What to work on: Reproduce all of the entries character for character, while leaving out any pictures they contain.

Supplied data:
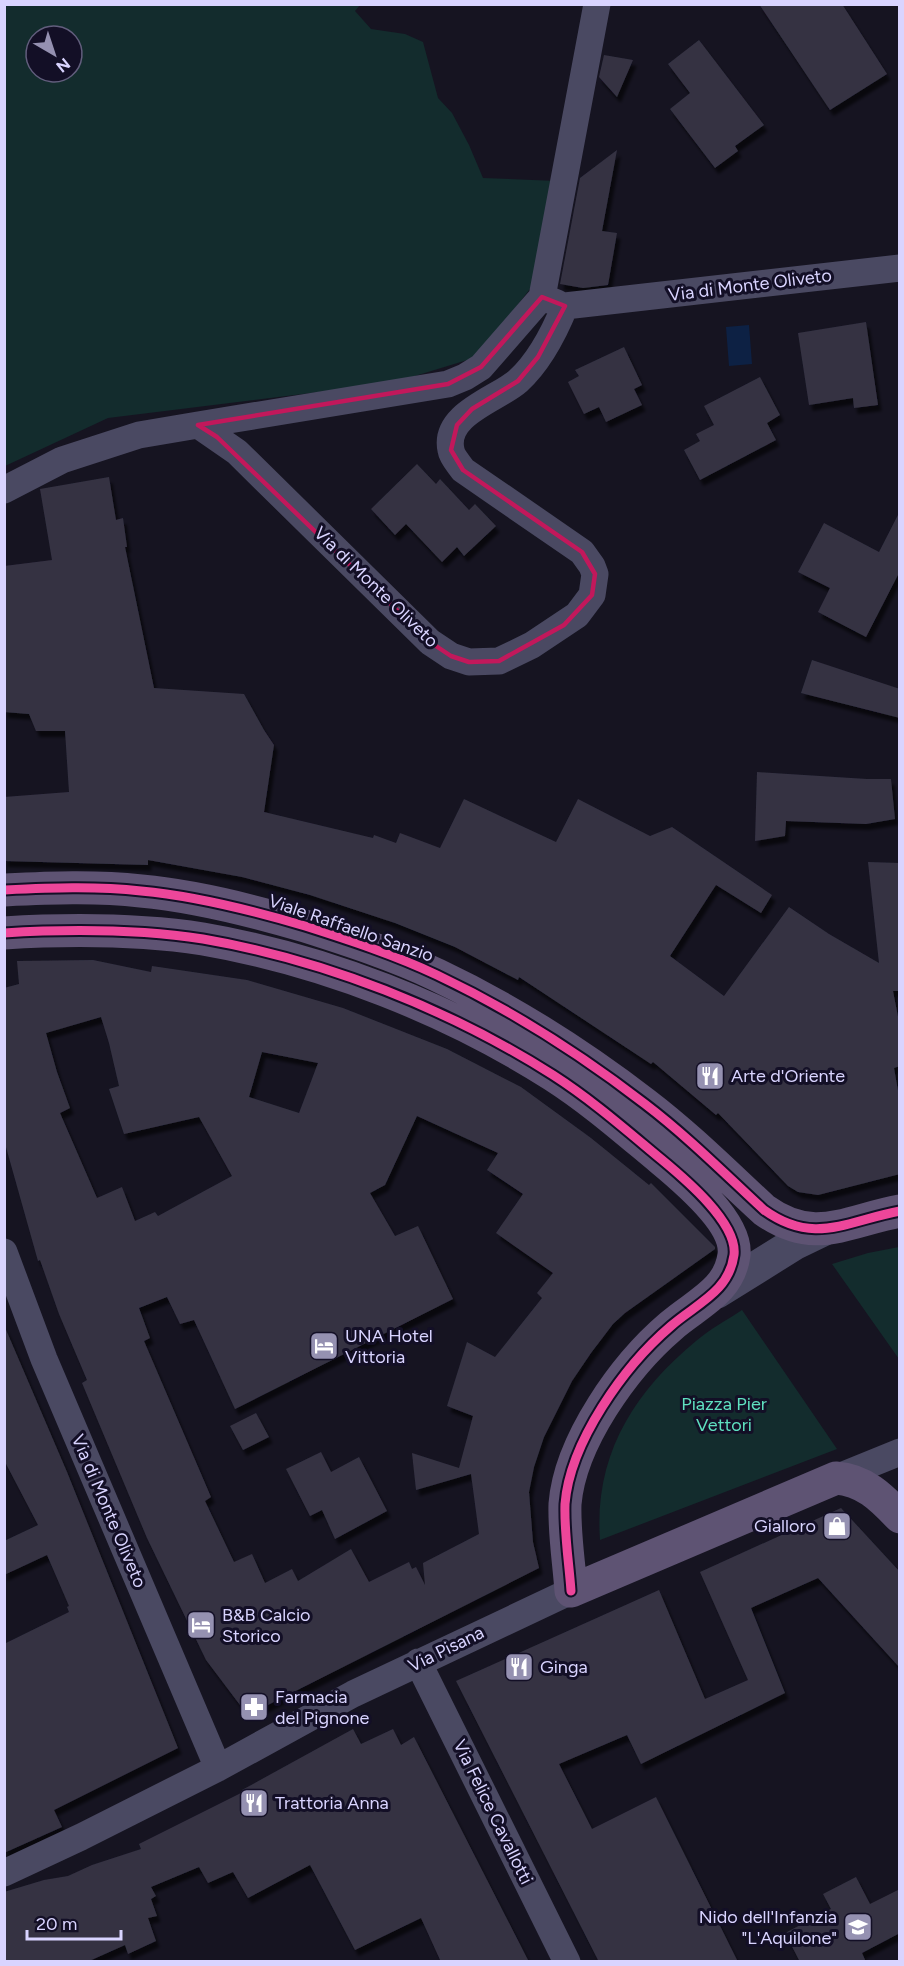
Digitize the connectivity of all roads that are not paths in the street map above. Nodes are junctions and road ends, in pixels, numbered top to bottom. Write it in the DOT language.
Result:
graph roads {
  1 [pos="597,4"];
  2 [pos="900,268"];
  3 [pos="553,301"];
  4 [pos="198,425"];
  5 [pos="4,490"];
  6 [pos="4,890"];
  7 [pos="4,933"];
  8 [pos="900,1211"];
  9 [pos="824,1230"];
  10 [pos="4,1252"];
  11 [pos="717,1292"];
  12 [pos="900,1452"];
  13 [pos="836,1478"];
  14 [pos="900,1517"];
  15 [pos="572,1591"];
  16 [pos="418,1662"];
  17 [pos="218,1768"];
  18 [pos="4,1873"];
  19 [pos="567,1962"];
  1 -- 3 [label="street, Via di Monte Oliveto"];
  2 -- 3 [label="street, Via di Monte Oliveto"];
  3 -- 4 [label="street"];
  3 -- 4 [label="street, Via di Monte Oliveto"];
  4 -- 5 [label="street"];
  6 -- 9 [label="main road, Viale Raffaello Sanzio"];
  7 -- 11 [label="main road"];
  8 -- 9 [label="main road"];
  9 -- 11 [label="street"];
  10 -- 17 [label="street, Via di Monte Oliveto"];
  11 -- 15 [label="main road"];
  12 -- 13 [label="street, Via Pisana"];
  13 -- 14 [label="main road"];
  13 -- 15 [label="main road, Via Pisana"];
  15 -- 16 [label="street, Via Pisana"];
  16 -- 17 [label="street, Via Pisana"];
  16 -- 19 [label="street, Via Felice Cavallotti"];
  17 -- 18 [label="street, Via Pisana"];
}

Written response:
Digitize the connectivity of all roads that are not paths in the street map above. Nodes are junctions and road ends, in pixels, numbered top to bottom. Write it in the DOT language.
Result:
graph roads {
  1 [pos="597,4"];
  2 [pos="900,268"];
  3 [pos="553,301"];
  4 [pos="198,425"];
  5 [pos="4,490"];
  6 [pos="4,890"];
  7 [pos="4,933"];
  8 [pos="900,1211"];
  9 [pos="824,1230"];
  10 [pos="4,1252"];
  11 [pos="717,1292"];
  12 [pos="900,1452"];
  13 [pos="836,1478"];
  14 [pos="900,1517"];
  15 [pos="572,1591"];
  16 [pos="418,1662"];
  17 [pos="218,1768"];
  18 [pos="4,1873"];
  19 [pos="567,1962"];
  1 -- 3 [label="street, Via di Monte Oliveto"];
  2 -- 3 [label="street, Via di Monte Oliveto"];
  3 -- 4 [label="street"];
  3 -- 4 [label="street, Via di Monte Oliveto"];
  4 -- 5 [label="street"];
  6 -- 9 [label="main road, Viale Raffaello Sanzio"];
  7 -- 11 [label="main road"];
  8 -- 9 [label="main road"];
  9 -- 11 [label="street"];
  10 -- 17 [label="street, Via di Monte Oliveto"];
  11 -- 15 [label="main road"];
  12 -- 13 [label="street, Via Pisana"];
  13 -- 14 [label="main road"];
  13 -- 15 [label="main road, Via Pisana"];
  15 -- 16 [label="street, Via Pisana"];
  16 -- 17 [label="street, Via Pisana"];
  16 -- 19 [label="street, Via Felice Cavallotti"];
  17 -- 18 [label="street, Via Pisana"];
}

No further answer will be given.